Dataset records.
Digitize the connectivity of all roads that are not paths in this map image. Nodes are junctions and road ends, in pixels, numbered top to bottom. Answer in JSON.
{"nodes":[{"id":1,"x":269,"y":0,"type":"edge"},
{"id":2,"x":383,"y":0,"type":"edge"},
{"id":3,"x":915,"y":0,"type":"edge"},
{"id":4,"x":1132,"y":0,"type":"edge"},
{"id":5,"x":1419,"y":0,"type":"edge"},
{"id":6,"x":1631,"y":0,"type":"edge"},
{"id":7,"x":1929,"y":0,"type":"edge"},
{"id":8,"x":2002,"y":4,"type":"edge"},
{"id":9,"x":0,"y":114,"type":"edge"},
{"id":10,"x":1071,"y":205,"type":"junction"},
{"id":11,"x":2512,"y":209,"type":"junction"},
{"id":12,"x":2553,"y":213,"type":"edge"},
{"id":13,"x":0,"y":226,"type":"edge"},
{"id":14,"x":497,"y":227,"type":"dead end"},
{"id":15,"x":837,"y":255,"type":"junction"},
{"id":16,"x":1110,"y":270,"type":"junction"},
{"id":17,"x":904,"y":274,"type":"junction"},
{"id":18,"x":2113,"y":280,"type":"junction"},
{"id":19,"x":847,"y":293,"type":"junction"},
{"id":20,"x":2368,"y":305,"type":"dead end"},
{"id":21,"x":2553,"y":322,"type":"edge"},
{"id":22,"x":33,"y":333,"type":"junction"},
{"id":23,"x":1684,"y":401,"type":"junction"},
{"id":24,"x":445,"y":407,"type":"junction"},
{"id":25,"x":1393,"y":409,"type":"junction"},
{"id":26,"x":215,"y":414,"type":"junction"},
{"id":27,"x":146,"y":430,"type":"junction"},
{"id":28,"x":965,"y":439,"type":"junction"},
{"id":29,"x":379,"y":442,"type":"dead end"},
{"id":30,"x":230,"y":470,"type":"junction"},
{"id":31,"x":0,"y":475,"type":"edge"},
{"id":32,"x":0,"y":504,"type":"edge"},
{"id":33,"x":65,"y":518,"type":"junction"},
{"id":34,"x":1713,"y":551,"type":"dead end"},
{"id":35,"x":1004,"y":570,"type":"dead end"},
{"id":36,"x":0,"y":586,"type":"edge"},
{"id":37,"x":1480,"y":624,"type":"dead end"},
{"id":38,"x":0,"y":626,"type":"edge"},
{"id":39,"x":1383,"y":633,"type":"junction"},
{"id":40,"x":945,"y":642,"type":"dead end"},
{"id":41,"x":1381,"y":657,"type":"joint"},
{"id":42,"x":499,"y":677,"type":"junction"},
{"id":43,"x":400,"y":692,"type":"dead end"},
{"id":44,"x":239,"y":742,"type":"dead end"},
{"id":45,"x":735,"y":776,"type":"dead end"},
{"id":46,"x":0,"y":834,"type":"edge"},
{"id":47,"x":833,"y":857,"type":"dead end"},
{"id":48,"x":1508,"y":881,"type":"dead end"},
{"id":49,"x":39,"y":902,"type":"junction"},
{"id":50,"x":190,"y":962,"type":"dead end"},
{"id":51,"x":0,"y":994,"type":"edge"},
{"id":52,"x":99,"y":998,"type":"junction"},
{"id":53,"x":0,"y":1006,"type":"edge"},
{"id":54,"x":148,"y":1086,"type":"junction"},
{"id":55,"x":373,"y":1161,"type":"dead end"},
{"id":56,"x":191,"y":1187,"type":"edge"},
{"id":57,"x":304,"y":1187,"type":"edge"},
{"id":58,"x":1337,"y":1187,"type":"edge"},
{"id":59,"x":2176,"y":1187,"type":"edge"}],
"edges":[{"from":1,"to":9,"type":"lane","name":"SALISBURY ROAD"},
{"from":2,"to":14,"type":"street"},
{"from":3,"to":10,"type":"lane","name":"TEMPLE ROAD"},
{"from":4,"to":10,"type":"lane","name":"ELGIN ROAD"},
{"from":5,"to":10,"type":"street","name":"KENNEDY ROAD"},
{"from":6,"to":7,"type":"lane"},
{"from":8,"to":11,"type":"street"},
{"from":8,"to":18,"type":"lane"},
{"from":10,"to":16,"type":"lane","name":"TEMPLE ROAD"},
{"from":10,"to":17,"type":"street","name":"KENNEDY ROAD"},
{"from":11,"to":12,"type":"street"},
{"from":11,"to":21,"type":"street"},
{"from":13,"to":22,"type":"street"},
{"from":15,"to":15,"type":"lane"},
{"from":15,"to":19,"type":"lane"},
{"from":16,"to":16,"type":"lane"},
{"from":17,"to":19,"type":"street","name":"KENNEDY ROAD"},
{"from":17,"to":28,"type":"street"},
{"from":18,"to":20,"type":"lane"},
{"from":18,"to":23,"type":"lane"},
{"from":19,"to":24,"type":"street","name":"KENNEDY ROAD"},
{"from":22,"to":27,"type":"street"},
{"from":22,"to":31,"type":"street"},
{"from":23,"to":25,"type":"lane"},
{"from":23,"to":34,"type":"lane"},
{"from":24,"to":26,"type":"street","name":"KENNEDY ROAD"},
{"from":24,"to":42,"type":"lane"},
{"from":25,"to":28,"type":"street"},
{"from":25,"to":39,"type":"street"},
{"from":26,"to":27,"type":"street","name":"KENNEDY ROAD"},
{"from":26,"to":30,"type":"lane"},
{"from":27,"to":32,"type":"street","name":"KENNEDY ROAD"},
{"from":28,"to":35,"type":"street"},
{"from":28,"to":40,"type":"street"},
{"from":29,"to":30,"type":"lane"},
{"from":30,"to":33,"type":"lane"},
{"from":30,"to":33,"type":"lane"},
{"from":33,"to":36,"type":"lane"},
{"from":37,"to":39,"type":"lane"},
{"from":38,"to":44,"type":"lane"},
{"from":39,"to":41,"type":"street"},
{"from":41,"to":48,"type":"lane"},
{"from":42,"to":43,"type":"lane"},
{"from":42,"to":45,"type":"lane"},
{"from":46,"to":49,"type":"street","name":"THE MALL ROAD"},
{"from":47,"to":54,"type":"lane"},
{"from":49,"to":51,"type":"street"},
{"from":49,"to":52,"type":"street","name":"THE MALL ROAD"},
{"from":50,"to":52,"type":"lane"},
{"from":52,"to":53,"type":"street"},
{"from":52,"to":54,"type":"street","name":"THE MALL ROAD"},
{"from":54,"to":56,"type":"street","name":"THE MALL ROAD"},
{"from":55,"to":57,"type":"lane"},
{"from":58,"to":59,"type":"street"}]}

Work request.
Copy out each line of the data where the string "TEMPLE" appears.

Task result.
{"from":3,"to":10,"type":"lane","name":"TEMPLE ROAD"},
{"from":10,"to":16,"type":"lane","name":"TEMPLE ROAD"},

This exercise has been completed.